## Task objective
Type out the entries again, matching each one exactly.

(Collected data entries)

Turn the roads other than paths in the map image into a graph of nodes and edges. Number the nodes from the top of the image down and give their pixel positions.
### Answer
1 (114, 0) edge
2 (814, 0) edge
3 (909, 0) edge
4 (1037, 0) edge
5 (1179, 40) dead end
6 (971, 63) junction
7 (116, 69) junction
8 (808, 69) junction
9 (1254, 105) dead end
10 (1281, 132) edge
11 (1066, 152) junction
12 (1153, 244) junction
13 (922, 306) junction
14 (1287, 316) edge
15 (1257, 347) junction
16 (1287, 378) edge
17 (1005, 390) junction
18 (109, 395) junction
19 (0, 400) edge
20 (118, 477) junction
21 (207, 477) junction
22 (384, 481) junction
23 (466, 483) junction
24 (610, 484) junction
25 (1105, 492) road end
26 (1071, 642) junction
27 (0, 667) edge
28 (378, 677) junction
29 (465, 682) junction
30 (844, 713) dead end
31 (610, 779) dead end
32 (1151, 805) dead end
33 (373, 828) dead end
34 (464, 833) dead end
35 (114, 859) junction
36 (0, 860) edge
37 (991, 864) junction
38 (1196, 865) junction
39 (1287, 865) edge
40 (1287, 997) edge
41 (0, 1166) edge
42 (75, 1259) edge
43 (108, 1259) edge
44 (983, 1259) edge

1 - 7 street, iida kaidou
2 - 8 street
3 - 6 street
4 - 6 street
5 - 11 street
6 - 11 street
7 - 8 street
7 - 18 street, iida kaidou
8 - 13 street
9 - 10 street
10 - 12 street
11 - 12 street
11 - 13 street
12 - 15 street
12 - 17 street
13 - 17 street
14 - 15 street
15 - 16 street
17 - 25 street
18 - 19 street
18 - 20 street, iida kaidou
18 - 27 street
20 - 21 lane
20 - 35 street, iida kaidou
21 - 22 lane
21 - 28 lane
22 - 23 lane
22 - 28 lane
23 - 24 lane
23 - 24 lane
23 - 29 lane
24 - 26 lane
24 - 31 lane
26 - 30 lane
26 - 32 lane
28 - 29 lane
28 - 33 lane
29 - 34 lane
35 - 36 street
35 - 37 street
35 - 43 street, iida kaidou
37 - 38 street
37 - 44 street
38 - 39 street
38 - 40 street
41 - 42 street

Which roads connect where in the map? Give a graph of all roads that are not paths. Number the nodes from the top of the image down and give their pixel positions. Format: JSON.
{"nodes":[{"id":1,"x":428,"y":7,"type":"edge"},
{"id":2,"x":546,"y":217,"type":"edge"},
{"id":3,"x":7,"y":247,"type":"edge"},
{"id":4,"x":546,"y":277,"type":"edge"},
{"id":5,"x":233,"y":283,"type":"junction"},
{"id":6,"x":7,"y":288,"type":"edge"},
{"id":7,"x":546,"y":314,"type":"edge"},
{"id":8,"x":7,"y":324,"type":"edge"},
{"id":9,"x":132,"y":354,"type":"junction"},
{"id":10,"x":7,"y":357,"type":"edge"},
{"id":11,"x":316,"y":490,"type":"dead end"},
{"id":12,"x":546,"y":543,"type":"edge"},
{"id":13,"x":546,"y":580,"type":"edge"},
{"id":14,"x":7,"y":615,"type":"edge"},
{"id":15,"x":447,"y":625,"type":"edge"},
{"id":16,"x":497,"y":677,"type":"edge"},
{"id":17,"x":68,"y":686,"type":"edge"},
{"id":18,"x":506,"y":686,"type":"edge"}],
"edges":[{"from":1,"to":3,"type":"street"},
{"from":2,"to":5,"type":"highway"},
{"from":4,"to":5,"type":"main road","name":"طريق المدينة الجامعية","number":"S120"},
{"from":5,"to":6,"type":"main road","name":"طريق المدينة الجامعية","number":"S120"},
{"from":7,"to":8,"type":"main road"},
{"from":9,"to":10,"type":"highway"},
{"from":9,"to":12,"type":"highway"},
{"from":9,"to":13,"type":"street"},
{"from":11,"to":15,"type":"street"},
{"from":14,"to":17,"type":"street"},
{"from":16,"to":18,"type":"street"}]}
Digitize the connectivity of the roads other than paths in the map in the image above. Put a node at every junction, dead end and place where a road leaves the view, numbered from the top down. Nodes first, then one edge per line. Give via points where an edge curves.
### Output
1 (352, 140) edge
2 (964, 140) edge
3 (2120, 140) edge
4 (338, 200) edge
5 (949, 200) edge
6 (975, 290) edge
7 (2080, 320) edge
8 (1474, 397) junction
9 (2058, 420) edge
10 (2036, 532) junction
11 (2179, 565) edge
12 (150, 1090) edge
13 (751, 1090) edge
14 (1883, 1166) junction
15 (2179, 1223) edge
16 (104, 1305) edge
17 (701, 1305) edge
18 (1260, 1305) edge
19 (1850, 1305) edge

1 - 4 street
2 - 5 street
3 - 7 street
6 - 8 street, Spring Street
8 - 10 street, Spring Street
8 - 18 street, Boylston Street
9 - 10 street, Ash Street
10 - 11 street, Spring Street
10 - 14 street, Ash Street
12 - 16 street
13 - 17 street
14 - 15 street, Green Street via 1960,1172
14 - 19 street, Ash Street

## Written solution
Turn the roads other than paths in the map image into a graph of nodes and edges. Number the nodes from the top of the image down and give their pixel positions.
### Answer
1 (114, 0) edge
2 (814, 0) edge
3 (909, 0) edge
4 (1037, 0) edge
5 (1179, 40) dead end
6 (971, 63) junction
7 (116, 69) junction
8 (808, 69) junction
9 (1254, 105) dead end
10 (1281, 132) edge
11 (1066, 152) junction
12 (1153, 244) junction
13 (922, 306) junction
14 (1287, 316) edge
15 (1257, 347) junction
16 (1287, 378) edge
17 (1005, 390) junction
18 (109, 395) junction
19 (0, 400) edge
20 (118, 477) junction
21 (207, 477) junction
22 (384, 481) junction
23 (466, 483) junction
24 (610, 484) junction
25 (1105, 492) road end
26 (1071, 642) junction
27 (0, 667) edge
28 (378, 677) junction
29 (465, 682) junction
30 (844, 713) dead end
31 (610, 779) dead end
32 (1151, 805) dead end
33 (373, 828) dead end
34 (464, 833) dead end
35 (114, 859) junction
36 (0, 860) edge
37 (991, 864) junction
38 (1196, 865) junction
39 (1287, 865) edge
40 (1287, 997) edge
41 (0, 1166) edge
42 (75, 1259) edge
43 (108, 1259) edge
44 (983, 1259) edge

1 - 7 street, iida kaidou
2 - 8 street
3 - 6 street
4 - 6 street
5 - 11 street
6 - 11 street
7 - 8 street
7 - 18 street, iida kaidou
8 - 13 street
9 - 10 street
10 - 12 street
11 - 12 street
11 - 13 street
12 - 15 street
12 - 17 street
13 - 17 street
14 - 15 street
15 - 16 street
17 - 25 street
18 - 19 street
18 - 20 street, iida kaidou
18 - 27 street
20 - 21 lane
20 - 35 street, iida kaidou
21 - 22 lane
21 - 28 lane
22 - 23 lane
22 - 28 lane
23 - 24 lane
23 - 24 lane
23 - 29 lane
24 - 26 lane
24 - 31 lane
26 - 30 lane
26 - 32 lane
28 - 29 lane
28 - 33 lane
29 - 34 lane
35 - 36 street
35 - 37 street
35 - 43 street, iida kaidou
37 - 38 street
37 - 44 street
38 - 39 street
38 - 40 street
41 - 42 street

Which roads connect where in the map? Give a graph of all roads that are not paths. Number the nodes from the top of the image down and give their pixel positions. Format: JSON.
{"nodes":[{"id":1,"x":428,"y":7,"type":"edge"},
{"id":2,"x":546,"y":217,"type":"edge"},
{"id":3,"x":7,"y":247,"type":"edge"},
{"id":4,"x":546,"y":277,"type":"edge"},
{"id":5,"x":233,"y":283,"type":"junction"},
{"id":6,"x":7,"y":288,"type":"edge"},
{"id":7,"x":546,"y":314,"type":"edge"},
{"id":8,"x":7,"y":324,"type":"edge"},
{"id":9,"x":132,"y":354,"type":"junction"},
{"id":10,"x":7,"y":357,"type":"edge"},
{"id":11,"x":316,"y":490,"type":"dead end"},
{"id":12,"x":546,"y":543,"type":"edge"},
{"id":13,"x":546,"y":580,"type":"edge"},
{"id":14,"x":7,"y":615,"type":"edge"},
{"id":15,"x":447,"y":625,"type":"edge"},
{"id":16,"x":497,"y":677,"type":"edge"},
{"id":17,"x":68,"y":686,"type":"edge"},
{"id":18,"x":506,"y":686,"type":"edge"}],
"edges":[{"from":1,"to":3,"type":"street"},
{"from":2,"to":5,"type":"highway"},
{"from":4,"to":5,"type":"main road","name":"طريق المدينة الجامعية","number":"S120"},
{"from":5,"to":6,"type":"main road","name":"طريق المدينة الجامعية","number":"S120"},
{"from":7,"to":8,"type":"main road"},
{"from":9,"to":10,"type":"highway"},
{"from":9,"to":12,"type":"highway"},
{"from":9,"to":13,"type":"street"},
{"from":11,"to":15,"type":"street"},
{"from":14,"to":17,"type":"street"},
{"from":16,"to":18,"type":"street"}]}
Digitize the connectivity of the roads other than paths in the map in the image above. Put a node at every junction, dead end and place where a road leaves the view, numbered from the top down. Nodes first, then one edge per line. Give via points where an edge curves.
### Output
1 (352, 140) edge
2 (964, 140) edge
3 (2120, 140) edge
4 (338, 200) edge
5 (949, 200) edge
6 (975, 290) edge
7 (2080, 320) edge
8 (1474, 397) junction
9 (2058, 420) edge
10 (2036, 532) junction
11 (2179, 565) edge
12 (150, 1090) edge
13 (751, 1090) edge
14 (1883, 1166) junction
15 (2179, 1223) edge
16 (104, 1305) edge
17 (701, 1305) edge
18 (1260, 1305) edge
19 (1850, 1305) edge

1 - 4 street
2 - 5 street
3 - 7 street
6 - 8 street, Spring Street
8 - 10 street, Spring Street
8 - 18 street, Boylston Street
9 - 10 street, Ash Street
10 - 11 street, Spring Street
10 - 14 street, Ash Street
12 - 16 street
13 - 17 street
14 - 15 street, Green Street via 1960,1172
14 - 19 street, Ash Street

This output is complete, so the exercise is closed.